Der Eco-Paradoxon: Sauberere Abgase, schmutzigere Motoren

Politisch motivierte Abgasvorschriften haben die Automobilhersteller zu technischen Lösungen gezwungen, die die Selbstverschmutzung der Motoren massiv beschleunigen. Um die strengen Stickoxid-Grenzwerte NOx) einzuhalten, kommen extrem hohe Abgasrückführungsraten (AGR) zum Einsatz.

Dabei wird ein Teil des verbrannten Abgases zurück in den Ansaugtrakt geleitet. In Kombination mit Ölnebel aus der Kurbelgehäuseentlüftung entsteht eine klebrige Masse, die sich wie Schlamm auf die Bauteile legt. Gleichzeitig sorgen immer effizientere Verbrennungsprozesse mit extrem hohen Drücken und Temperaturen dafür, dass diese Rückstände regelrecht „einbacken“.

Die Verkokungsneigung steigt dadurch exponentiell an.


Das Problem der Direkteinspritzer: Kein „Reinigungseffekt“ mehr

Früher, bei der klassischen Saugrohreinspritzung, umspülte der Kraftstoff mitsamt seinen Reinigungs-Additiven die Einlassventile. Diese wurden bei jedem Takt „saubergewaschen“.

Bei modernen Direkteinspritzern (GDI) spritzt die Düse den Kraftstoff direkt in den Brennraum.

  • Die Folge: Die Einlassventile sehen nie einen Tropfen Kraftstoff oder Standard-Reiniger.

  • Das Ergebnis: Die rückgeführten Abgase und Ölnebel verkoken die Ventile ungehindert, bis der Motor keine Luft mehr bekommt.


Spezialchemie: Reinigung in der Dampfphase

Da der flüssige Kraftstoff die kritischen Stellen nicht mehr erreicht, stoßen herkömmliche Additive an ihre Grenzen. Wir benötigen heute eine völlig neue Generation von Wirkstoffen:


  1. Hitzestabilität: Die Additive müssen die extremen Temperaturen im Brennraum überstehen, ohne wirkungslos zu verbrennen.

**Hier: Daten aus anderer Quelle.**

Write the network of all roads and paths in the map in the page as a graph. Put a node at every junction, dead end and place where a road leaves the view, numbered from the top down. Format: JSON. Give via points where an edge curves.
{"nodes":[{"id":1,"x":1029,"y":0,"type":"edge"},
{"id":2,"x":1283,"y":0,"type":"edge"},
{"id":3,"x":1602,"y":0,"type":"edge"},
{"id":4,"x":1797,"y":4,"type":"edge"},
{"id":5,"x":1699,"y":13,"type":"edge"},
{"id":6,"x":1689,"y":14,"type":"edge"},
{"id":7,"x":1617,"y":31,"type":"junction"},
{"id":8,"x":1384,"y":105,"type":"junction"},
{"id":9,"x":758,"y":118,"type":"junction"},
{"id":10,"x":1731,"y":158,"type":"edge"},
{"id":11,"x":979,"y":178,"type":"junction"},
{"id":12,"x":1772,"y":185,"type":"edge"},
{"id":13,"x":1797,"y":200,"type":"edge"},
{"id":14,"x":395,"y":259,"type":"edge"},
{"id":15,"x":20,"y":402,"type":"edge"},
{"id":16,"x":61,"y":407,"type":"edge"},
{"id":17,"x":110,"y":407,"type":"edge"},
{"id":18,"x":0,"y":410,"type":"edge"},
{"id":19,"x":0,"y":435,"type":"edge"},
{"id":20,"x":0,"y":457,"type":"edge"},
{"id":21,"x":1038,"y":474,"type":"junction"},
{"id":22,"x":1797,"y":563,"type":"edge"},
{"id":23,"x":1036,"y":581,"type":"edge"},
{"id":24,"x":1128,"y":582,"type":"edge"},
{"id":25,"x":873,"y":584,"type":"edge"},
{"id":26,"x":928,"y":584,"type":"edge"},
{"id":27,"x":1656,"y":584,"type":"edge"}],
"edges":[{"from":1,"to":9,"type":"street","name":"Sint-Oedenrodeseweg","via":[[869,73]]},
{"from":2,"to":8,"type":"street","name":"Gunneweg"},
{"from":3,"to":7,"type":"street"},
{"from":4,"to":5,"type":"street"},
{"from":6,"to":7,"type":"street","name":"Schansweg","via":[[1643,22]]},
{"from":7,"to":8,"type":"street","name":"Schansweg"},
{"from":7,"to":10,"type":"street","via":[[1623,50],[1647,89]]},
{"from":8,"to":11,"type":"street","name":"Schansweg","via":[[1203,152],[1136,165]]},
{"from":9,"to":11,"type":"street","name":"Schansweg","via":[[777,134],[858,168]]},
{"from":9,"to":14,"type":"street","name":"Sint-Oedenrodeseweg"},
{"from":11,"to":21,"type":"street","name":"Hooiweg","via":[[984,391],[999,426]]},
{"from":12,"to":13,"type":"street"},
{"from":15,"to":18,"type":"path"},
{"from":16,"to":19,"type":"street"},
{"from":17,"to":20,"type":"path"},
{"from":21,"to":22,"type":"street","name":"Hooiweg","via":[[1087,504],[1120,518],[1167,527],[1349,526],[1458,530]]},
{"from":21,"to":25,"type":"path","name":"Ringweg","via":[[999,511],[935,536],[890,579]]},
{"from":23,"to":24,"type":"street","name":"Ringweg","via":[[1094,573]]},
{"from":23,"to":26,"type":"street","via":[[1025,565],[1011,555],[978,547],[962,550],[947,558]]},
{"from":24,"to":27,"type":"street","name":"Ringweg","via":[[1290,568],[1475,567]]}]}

  2. Die Dampfphase: Moderne Hochleistungs-Additive müssen so konzipiert sein, dass sie teilweise gasförmig werden oder über die Abgasrückführungsgase wirken können. Nur so erreichen die reinigenden Moleküle im „Rückwärtsgang“ die verkokten Ventile und den gesamten Ansaugtrakt.

  3. Spezialadditive: Diese speziellen Wirkstoffe sind in der Lage, auch im dampfförmigen Zustand hartnäckigste Ablagerungen zu unterwandern und aufzuspalten.


Fazit der BeDi-Akademie

Moderne Motoren sind aufgrund der Abgasgesetzgebung technisch darauf angewiesen, dass man ihnen hilft. Die „Selbstheilungskräfte“ durch Standard-Kraftstoffe existieren bei Direkteinspritzern und hohen AGR-Raten praktisch nicht mehr.

Verlassen Sie sich nicht darauf, dass der Kraftstoff an der Zapfsäule alles regelt. Er sorgt dafür, dass der Motor läuft – aber unsere spezialisierte Chemie sorgt dafür, dass er nicht an seinen eigenen Abgasen erstickt.

Ein gezielter Einsatz von Additiven, die auch in der Dampfphase wirken, ist heute kein Luxus mehr, sondern eine technische Notwendigkeit für den Langzeitbetrieb.